## Exercise details
From the records beneath, determine how many lines contain "Elisabethstraße" and report only that figure.
━━━ Source information ━━━
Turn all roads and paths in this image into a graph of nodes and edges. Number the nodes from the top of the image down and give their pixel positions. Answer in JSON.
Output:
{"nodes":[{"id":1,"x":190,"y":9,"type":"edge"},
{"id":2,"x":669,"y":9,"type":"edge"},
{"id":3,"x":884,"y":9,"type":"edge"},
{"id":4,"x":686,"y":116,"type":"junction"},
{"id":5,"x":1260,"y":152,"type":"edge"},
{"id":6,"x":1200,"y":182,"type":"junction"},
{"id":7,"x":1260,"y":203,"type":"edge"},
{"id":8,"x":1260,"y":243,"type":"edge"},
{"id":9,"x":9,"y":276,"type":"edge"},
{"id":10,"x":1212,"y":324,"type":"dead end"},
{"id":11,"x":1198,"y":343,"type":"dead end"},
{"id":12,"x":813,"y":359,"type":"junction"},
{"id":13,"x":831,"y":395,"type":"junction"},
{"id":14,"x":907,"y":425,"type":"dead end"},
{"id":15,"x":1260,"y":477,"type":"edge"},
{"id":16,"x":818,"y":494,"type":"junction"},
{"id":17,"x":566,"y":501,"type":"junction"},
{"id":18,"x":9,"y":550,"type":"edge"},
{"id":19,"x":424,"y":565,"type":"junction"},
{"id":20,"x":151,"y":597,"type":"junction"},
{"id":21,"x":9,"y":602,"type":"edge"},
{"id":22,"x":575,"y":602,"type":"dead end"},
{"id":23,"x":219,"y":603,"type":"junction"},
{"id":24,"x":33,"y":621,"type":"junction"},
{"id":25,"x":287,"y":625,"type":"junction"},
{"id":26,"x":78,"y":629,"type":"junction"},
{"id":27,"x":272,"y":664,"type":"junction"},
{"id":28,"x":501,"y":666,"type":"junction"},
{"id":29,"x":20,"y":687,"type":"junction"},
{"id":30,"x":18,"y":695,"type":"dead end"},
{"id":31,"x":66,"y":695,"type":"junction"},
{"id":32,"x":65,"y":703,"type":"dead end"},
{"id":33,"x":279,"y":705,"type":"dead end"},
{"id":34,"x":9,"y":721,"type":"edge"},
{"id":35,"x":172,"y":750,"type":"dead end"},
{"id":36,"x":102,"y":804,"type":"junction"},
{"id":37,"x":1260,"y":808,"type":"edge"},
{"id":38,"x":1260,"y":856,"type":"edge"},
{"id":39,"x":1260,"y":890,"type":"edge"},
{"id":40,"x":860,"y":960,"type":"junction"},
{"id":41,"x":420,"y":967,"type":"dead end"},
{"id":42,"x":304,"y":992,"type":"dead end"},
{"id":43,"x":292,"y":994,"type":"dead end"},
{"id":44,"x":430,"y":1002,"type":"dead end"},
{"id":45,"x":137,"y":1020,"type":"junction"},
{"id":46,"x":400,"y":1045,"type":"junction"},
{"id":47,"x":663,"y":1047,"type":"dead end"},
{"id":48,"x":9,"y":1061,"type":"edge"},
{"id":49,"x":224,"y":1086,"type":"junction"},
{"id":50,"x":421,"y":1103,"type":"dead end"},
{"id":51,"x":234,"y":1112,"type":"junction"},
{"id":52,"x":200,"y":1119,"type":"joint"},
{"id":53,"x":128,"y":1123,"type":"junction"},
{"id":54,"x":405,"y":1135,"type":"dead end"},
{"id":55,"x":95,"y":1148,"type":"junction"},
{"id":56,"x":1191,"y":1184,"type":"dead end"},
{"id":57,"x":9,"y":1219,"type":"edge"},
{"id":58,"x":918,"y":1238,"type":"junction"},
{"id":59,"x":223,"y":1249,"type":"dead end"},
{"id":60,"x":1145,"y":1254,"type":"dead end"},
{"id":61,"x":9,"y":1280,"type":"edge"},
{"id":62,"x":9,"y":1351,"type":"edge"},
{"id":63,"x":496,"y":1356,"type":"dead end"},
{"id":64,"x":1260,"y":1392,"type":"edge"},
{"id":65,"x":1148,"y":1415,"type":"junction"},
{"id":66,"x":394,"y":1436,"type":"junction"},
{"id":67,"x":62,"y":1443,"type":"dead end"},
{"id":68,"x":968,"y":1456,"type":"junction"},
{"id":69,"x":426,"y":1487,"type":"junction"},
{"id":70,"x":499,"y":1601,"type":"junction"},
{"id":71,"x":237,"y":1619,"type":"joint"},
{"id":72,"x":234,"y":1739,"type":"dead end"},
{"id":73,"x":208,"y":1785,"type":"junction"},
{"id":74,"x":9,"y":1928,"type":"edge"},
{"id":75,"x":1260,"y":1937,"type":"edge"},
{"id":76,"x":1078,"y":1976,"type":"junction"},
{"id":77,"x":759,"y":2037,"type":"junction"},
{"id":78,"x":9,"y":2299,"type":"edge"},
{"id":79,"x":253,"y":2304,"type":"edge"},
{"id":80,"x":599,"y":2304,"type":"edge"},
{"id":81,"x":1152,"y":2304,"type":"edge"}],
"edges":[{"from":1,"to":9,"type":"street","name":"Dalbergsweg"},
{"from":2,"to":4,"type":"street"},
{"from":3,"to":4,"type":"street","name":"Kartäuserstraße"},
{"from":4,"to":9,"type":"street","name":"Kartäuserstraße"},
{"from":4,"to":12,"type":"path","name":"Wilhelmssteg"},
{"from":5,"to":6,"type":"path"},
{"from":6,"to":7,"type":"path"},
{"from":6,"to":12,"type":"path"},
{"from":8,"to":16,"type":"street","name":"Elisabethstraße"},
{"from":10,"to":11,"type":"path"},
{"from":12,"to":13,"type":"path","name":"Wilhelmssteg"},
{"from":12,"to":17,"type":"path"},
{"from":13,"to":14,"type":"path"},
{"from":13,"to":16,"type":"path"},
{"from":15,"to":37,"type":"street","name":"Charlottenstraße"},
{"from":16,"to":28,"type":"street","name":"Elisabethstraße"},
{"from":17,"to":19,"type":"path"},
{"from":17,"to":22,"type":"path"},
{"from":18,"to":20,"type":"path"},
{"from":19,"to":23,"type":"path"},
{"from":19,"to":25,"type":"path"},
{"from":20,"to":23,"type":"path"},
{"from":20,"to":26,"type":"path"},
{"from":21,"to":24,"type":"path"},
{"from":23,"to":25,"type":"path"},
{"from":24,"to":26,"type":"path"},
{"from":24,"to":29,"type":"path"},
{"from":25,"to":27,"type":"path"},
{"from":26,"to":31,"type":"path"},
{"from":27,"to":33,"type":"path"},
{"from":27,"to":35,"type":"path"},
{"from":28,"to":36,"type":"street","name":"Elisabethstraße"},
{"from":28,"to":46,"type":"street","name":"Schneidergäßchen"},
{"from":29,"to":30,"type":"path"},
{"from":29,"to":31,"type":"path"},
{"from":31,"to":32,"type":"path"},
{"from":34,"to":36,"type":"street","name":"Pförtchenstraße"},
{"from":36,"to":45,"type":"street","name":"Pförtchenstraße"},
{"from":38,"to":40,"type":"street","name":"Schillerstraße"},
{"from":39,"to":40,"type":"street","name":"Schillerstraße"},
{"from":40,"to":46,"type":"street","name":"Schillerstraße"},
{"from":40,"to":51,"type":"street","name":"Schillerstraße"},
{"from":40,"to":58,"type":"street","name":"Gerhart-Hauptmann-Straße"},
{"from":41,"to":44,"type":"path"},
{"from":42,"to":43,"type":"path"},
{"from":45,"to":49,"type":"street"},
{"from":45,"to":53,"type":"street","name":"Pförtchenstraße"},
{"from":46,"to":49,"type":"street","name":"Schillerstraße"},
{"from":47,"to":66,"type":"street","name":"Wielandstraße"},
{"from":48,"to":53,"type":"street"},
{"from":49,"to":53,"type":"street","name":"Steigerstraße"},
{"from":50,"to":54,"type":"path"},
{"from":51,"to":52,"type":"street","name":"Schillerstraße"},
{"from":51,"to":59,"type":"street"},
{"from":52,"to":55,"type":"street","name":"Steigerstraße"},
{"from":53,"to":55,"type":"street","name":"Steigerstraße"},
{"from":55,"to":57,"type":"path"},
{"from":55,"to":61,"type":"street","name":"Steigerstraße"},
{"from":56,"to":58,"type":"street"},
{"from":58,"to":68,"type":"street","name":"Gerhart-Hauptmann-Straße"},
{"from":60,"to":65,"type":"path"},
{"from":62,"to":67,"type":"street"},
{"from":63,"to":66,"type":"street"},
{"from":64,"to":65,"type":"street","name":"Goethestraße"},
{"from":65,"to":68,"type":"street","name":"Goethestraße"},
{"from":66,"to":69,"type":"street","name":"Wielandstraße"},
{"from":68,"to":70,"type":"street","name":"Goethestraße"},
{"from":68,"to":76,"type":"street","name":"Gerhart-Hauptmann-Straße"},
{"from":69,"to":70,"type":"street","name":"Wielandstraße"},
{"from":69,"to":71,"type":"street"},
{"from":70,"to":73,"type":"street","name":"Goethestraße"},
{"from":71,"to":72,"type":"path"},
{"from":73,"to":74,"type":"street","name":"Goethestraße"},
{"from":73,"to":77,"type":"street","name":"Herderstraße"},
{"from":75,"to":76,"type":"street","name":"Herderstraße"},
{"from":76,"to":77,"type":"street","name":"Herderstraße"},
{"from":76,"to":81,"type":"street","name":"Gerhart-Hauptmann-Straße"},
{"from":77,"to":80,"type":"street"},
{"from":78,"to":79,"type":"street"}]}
━━━
## Written response
3